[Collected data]

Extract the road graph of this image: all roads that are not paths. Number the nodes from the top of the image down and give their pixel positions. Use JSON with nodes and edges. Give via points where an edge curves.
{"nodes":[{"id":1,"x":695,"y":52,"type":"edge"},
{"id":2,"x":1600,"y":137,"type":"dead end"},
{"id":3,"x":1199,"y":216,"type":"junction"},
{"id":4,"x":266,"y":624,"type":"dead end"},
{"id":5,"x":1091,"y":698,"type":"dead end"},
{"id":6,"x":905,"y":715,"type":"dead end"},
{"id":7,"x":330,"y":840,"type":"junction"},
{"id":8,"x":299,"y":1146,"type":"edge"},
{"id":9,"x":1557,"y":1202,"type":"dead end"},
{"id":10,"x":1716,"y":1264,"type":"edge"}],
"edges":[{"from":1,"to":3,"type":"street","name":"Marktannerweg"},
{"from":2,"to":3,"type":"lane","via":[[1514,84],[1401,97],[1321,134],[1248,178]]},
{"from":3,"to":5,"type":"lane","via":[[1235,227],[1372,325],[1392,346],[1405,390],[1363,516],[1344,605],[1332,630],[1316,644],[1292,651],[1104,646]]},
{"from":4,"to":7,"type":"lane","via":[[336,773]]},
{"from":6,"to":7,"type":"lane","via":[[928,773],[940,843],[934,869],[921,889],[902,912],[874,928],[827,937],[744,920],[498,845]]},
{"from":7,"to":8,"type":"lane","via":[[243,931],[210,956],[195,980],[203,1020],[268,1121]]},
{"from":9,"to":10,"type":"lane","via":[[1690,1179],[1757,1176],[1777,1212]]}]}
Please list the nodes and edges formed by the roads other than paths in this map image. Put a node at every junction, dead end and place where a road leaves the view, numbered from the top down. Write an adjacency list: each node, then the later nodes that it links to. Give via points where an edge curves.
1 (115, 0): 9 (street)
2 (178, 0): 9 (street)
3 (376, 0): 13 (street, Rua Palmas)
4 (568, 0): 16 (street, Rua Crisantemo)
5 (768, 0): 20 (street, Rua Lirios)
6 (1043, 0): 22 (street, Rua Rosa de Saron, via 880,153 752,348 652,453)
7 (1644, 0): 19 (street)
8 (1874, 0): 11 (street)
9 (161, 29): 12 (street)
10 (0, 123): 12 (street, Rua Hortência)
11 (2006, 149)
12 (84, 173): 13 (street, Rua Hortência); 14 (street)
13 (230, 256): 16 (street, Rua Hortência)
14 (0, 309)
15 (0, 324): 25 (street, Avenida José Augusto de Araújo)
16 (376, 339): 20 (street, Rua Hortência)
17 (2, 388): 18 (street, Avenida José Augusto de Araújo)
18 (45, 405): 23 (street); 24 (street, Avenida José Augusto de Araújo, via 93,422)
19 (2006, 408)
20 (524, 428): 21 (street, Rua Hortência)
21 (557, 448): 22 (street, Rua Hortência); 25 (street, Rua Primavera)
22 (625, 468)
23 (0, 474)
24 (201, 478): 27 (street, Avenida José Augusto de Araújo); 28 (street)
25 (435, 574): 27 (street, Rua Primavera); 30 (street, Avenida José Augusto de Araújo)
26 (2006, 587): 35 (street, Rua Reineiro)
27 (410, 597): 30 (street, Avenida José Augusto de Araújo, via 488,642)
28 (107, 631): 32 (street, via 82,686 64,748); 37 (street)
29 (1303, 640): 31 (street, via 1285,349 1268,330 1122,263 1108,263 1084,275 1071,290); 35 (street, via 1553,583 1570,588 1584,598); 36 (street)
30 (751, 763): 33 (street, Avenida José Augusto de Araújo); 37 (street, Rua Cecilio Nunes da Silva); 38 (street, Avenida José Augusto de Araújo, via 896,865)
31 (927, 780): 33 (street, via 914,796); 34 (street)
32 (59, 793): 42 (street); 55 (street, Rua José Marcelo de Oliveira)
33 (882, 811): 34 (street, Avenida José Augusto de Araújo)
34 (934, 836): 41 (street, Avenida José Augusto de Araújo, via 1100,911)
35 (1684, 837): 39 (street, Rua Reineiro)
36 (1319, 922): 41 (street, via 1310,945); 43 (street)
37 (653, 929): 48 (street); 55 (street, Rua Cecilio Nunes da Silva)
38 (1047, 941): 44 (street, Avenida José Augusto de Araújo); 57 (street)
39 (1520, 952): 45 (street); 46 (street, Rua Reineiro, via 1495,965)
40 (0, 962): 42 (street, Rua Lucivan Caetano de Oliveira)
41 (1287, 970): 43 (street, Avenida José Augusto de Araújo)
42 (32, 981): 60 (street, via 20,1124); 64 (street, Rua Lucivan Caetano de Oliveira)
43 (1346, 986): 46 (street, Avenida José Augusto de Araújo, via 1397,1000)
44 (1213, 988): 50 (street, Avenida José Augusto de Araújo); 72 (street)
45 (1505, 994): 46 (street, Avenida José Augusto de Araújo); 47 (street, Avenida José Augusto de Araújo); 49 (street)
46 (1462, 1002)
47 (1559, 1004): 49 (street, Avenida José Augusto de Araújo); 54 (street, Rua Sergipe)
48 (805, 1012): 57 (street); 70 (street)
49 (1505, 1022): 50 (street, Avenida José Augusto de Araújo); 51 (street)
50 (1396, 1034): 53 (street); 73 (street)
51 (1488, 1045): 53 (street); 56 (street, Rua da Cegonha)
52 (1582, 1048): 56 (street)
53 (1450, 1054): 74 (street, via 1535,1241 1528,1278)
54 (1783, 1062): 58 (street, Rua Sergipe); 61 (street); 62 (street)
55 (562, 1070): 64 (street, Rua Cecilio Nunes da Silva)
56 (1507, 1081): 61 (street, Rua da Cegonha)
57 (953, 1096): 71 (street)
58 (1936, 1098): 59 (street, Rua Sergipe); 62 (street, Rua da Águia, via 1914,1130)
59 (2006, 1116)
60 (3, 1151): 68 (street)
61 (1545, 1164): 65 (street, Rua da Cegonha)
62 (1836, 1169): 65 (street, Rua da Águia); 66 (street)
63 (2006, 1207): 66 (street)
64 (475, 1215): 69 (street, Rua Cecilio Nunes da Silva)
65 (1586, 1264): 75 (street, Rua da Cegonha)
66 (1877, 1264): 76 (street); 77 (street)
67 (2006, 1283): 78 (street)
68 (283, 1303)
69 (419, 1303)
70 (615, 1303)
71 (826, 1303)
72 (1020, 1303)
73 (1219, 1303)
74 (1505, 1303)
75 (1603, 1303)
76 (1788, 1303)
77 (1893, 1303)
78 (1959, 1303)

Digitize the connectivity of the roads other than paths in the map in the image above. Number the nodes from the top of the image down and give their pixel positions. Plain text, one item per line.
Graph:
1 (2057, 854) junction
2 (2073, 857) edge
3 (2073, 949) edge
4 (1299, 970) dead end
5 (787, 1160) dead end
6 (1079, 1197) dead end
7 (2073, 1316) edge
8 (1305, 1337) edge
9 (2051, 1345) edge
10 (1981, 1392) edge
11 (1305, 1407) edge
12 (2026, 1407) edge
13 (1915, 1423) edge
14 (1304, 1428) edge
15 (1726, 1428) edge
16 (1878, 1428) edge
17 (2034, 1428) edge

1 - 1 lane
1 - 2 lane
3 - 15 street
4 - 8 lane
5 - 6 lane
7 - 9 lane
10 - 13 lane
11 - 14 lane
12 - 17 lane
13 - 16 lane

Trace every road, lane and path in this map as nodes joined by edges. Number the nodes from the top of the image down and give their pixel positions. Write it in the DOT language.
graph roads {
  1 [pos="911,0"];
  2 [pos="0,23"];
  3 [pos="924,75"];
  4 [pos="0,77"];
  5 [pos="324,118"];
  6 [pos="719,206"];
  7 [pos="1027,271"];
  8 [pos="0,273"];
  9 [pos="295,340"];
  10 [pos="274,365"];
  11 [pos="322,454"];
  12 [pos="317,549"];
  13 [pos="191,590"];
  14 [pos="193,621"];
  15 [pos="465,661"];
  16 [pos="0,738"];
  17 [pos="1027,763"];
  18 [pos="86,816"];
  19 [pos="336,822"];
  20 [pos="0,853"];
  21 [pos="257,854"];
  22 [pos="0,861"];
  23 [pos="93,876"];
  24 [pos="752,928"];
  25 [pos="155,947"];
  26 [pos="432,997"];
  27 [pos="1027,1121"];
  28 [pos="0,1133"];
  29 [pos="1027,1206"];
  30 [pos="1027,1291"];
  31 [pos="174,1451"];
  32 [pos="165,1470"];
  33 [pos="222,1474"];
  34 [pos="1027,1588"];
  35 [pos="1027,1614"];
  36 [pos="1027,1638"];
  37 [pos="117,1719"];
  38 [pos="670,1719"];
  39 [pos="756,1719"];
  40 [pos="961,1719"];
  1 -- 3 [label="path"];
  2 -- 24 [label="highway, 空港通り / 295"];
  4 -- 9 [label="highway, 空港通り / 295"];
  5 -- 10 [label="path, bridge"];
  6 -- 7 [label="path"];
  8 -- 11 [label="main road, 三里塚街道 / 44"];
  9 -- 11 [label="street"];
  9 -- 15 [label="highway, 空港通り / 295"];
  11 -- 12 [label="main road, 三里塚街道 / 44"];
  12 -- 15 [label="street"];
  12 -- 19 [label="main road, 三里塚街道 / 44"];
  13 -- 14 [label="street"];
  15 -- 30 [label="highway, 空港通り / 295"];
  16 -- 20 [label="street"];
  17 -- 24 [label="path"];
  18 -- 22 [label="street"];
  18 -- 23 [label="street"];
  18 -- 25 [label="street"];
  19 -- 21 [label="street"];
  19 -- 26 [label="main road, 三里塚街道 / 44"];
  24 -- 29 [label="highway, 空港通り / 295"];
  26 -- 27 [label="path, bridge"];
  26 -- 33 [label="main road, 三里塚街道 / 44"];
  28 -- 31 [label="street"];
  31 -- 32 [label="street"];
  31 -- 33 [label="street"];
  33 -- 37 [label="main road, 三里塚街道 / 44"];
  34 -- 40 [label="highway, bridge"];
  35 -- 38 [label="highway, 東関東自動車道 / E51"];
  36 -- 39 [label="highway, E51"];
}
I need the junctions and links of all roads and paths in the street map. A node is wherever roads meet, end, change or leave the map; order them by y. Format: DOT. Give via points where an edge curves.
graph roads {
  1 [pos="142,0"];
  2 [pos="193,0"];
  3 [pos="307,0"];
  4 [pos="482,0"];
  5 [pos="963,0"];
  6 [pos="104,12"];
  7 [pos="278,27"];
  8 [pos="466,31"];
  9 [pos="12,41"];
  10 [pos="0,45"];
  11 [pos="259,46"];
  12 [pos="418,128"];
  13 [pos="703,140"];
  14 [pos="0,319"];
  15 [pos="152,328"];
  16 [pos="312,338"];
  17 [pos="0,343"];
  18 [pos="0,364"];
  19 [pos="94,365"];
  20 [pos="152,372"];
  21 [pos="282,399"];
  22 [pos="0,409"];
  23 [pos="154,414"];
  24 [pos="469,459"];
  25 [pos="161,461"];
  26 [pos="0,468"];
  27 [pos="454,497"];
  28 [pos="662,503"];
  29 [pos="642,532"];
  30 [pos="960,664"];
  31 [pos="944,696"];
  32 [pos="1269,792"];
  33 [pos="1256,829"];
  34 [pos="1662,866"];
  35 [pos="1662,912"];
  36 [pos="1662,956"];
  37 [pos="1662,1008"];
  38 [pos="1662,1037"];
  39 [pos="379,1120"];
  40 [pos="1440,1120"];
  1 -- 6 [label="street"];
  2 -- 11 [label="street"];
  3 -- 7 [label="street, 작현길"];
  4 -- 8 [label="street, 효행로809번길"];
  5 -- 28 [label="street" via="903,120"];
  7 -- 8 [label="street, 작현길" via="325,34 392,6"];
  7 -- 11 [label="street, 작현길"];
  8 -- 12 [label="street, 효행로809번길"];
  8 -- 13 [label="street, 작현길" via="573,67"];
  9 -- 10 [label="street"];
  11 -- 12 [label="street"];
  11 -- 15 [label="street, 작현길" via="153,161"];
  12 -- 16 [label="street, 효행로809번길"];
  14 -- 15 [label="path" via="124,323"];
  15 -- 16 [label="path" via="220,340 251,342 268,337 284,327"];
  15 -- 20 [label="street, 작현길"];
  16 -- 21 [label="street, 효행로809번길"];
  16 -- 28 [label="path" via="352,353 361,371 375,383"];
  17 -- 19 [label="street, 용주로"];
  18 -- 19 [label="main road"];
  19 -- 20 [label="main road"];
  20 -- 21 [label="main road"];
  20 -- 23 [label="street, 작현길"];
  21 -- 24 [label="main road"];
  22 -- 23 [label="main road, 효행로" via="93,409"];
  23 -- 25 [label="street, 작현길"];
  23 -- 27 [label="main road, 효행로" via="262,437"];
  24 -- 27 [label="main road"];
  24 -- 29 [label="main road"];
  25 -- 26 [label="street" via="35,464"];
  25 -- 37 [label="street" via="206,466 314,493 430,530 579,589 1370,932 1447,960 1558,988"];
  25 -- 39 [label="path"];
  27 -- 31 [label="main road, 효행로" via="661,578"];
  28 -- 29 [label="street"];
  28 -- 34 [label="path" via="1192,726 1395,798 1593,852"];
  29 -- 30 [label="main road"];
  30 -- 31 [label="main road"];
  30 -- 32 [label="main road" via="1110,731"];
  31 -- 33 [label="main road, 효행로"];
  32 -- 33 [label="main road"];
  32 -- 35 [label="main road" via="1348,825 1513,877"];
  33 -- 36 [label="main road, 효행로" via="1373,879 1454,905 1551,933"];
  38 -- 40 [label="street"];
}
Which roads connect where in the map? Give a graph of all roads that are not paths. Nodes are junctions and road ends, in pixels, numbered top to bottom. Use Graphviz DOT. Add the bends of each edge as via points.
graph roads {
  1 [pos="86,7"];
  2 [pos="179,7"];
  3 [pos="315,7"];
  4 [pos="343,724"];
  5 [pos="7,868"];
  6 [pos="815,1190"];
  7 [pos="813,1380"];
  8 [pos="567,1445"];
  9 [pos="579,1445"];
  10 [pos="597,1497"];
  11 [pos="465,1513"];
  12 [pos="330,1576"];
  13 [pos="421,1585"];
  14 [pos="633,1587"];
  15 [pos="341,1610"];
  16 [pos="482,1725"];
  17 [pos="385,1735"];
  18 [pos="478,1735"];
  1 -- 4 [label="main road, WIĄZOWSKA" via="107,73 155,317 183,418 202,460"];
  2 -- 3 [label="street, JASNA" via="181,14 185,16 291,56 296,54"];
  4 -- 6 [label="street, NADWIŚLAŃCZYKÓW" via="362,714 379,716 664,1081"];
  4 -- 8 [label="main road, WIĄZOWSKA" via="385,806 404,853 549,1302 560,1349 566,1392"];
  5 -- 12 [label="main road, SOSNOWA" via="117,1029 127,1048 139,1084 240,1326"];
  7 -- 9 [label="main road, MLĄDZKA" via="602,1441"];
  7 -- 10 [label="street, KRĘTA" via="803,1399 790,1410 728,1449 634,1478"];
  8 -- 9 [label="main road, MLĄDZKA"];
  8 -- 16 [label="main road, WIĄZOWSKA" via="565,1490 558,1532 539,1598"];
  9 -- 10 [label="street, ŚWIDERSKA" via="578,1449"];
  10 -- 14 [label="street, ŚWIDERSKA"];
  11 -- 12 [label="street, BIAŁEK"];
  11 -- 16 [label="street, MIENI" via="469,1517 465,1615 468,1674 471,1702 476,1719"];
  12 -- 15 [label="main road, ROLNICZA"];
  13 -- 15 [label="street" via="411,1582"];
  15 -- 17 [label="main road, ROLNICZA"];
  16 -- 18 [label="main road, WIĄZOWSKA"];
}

- About this exercise -
Every line of the entries above that includes "WIĄZOWSKA" should be copied.

- Answer for the task -
  1 -- 4 [label="main road, WIĄZOWSKA" via="107,73 155,317 183,418 202,460"];
  4 -- 8 [label="main road, WIĄZOWSKA" via="385,806 404,853 549,1302 560,1349 566,1392"];
  8 -- 16 [label="main road, WIĄZOWSKA" via="565,1490 558,1532 539,1598"];
  16 -- 18 [label="main road, WIĄZOWSKA"];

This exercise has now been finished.